EXERCISE BRIEF => Exact copy, no pictures: set down every entry below as written.

+++ DATA EXTRACTS +++

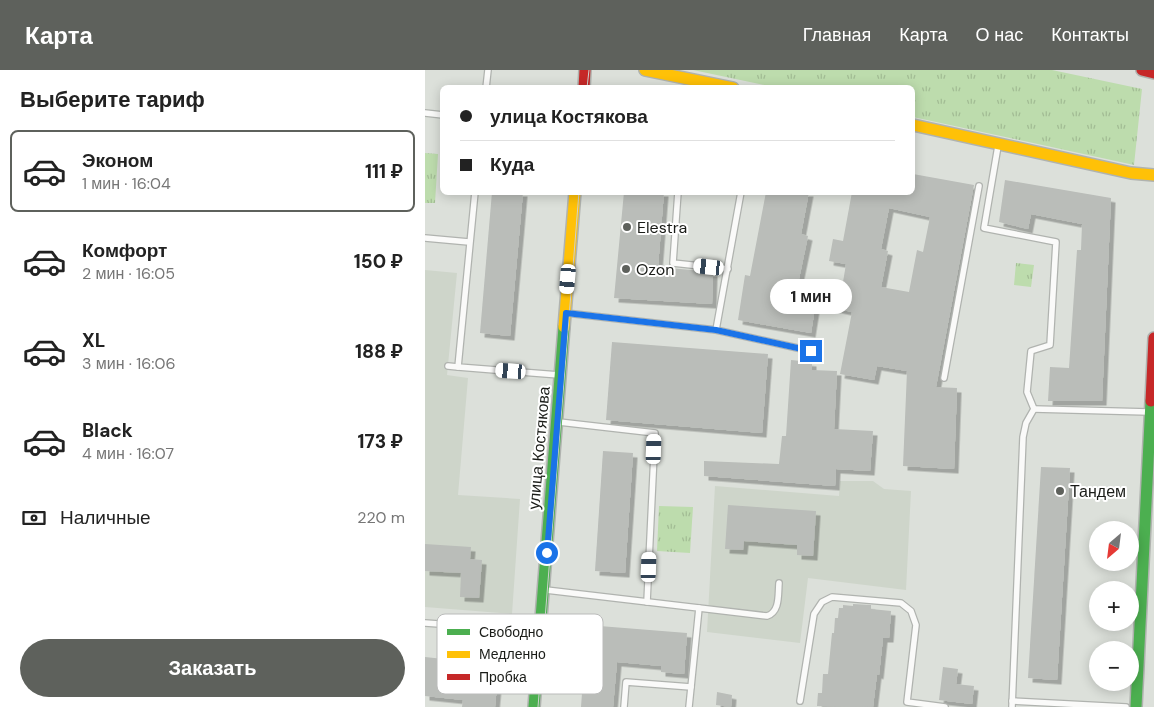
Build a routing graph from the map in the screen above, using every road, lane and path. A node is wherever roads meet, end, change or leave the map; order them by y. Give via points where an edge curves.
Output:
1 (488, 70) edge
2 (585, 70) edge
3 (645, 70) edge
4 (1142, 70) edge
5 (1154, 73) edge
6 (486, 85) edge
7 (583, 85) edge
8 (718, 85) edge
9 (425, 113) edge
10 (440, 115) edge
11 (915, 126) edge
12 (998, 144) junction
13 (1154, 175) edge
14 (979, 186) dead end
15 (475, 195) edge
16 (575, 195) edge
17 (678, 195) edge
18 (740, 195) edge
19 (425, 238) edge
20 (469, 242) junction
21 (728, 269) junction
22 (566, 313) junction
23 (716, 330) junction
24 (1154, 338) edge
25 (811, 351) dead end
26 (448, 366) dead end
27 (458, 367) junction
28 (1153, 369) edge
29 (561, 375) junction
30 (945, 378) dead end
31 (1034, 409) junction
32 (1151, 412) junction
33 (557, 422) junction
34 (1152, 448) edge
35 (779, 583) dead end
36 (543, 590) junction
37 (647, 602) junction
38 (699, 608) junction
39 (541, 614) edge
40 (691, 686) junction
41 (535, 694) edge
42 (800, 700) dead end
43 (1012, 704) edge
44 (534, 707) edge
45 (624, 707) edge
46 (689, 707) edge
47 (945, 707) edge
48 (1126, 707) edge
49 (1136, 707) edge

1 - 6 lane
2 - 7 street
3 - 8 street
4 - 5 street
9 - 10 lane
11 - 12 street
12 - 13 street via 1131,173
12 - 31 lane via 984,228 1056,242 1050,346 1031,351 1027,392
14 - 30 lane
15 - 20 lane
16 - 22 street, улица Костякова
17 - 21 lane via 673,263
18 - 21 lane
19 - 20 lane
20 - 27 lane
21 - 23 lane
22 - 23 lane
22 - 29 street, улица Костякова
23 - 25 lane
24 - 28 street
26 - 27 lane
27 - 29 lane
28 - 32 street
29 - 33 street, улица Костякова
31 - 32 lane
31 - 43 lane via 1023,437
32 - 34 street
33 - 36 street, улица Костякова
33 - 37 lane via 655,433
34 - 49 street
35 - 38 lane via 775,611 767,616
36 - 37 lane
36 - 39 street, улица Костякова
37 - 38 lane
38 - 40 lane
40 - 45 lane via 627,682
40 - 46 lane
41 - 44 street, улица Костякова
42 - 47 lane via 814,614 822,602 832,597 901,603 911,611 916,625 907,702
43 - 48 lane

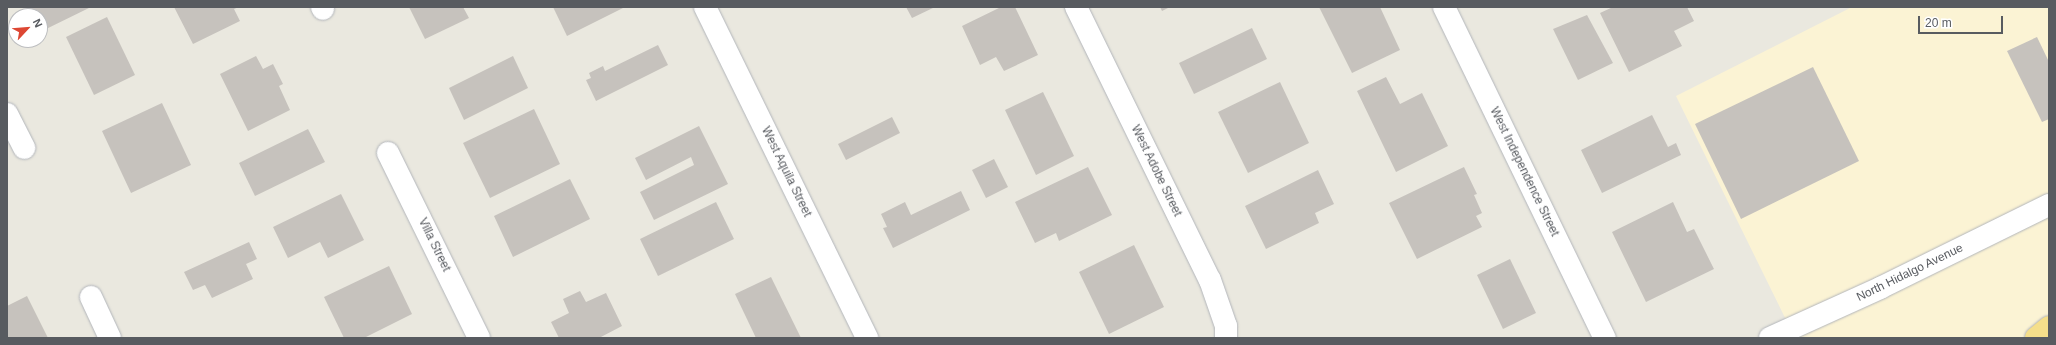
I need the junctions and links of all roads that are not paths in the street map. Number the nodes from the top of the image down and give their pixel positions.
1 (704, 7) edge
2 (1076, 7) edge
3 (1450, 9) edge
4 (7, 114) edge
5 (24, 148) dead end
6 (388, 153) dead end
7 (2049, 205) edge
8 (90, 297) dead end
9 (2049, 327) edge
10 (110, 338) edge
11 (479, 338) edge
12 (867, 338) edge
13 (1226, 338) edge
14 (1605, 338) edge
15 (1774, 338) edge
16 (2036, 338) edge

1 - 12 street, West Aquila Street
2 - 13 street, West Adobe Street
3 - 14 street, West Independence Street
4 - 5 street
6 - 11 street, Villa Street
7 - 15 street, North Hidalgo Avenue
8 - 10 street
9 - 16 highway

+++

EXERCISE OUTPUT =>
Build a routing graph from the map in the screen above, using every road, lane and path. A node is wherever roads meet, end, change or leave the map; order them by y. Give via points where an edge curves.
Output:
1 (488, 70) edge
2 (585, 70) edge
3 (645, 70) edge
4 (1142, 70) edge
5 (1154, 73) edge
6 (486, 85) edge
7 (583, 85) edge
8 (718, 85) edge
9 (425, 113) edge
10 (440, 115) edge
11 (915, 126) edge
12 (998, 144) junction
13 (1154, 175) edge
14 (979, 186) dead end
15 (475, 195) edge
16 (575, 195) edge
17 (678, 195) edge
18 (740, 195) edge
19 (425, 238) edge
20 (469, 242) junction
21 (728, 269) junction
22 (566, 313) junction
23 (716, 330) junction
24 (1154, 338) edge
25 (811, 351) dead end
26 (448, 366) dead end
27 (458, 367) junction
28 (1153, 369) edge
29 (561, 375) junction
30 (945, 378) dead end
31 (1034, 409) junction
32 (1151, 412) junction
33 (557, 422) junction
34 (1152, 448) edge
35 (779, 583) dead end
36 (543, 590) junction
37 (647, 602) junction
38 (699, 608) junction
39 (541, 614) edge
40 (691, 686) junction
41 (535, 694) edge
42 (800, 700) dead end
43 (1012, 704) edge
44 (534, 707) edge
45 (624, 707) edge
46 (689, 707) edge
47 (945, 707) edge
48 (1126, 707) edge
49 (1136, 707) edge

1 - 6 lane
2 - 7 street
3 - 8 street
4 - 5 street
9 - 10 lane
11 - 12 street
12 - 13 street via 1131,173
12 - 31 lane via 984,228 1056,242 1050,346 1031,351 1027,392
14 - 30 lane
15 - 20 lane
16 - 22 street, улица Костякова
17 - 21 lane via 673,263
18 - 21 lane
19 - 20 lane
20 - 27 lane
21 - 23 lane
22 - 23 lane
22 - 29 street, улица Костякова
23 - 25 lane
24 - 28 street
26 - 27 lane
27 - 29 lane
28 - 32 street
29 - 33 street, улица Костякова
31 - 32 lane
31 - 43 lane via 1023,437
32 - 34 street
33 - 36 street, улица Костякова
33 - 37 lane via 655,433
34 - 49 street
35 - 38 lane via 775,611 767,616
36 - 37 lane
36 - 39 street, улица Костякова
37 - 38 lane
38 - 40 lane
40 - 45 lane via 627,682
40 - 46 lane
41 - 44 street, улица Костякова
42 - 47 lane via 814,614 822,602 832,597 901,603 911,611 916,625 907,702
43 - 48 lane

I need the junctions and links of all roads that are not paths in the street map. Number the nodes from the top of the image down and give their pixel positions.
1 (704, 7) edge
2 (1076, 7) edge
3 (1450, 9) edge
4 (7, 114) edge
5 (24, 148) dead end
6 (388, 153) dead end
7 (2049, 205) edge
8 (90, 297) dead end
9 (2049, 327) edge
10 (110, 338) edge
11 (479, 338) edge
12 (867, 338) edge
13 (1226, 338) edge
14 (1605, 338) edge
15 (1774, 338) edge
16 (2036, 338) edge

1 - 12 street, West Aquila Street
2 - 13 street, West Adobe Street
3 - 14 street, West Independence Street
4 - 5 street
6 - 11 street, Villa Street
7 - 15 street, North Hidalgo Avenue
8 - 10 street
9 - 16 highway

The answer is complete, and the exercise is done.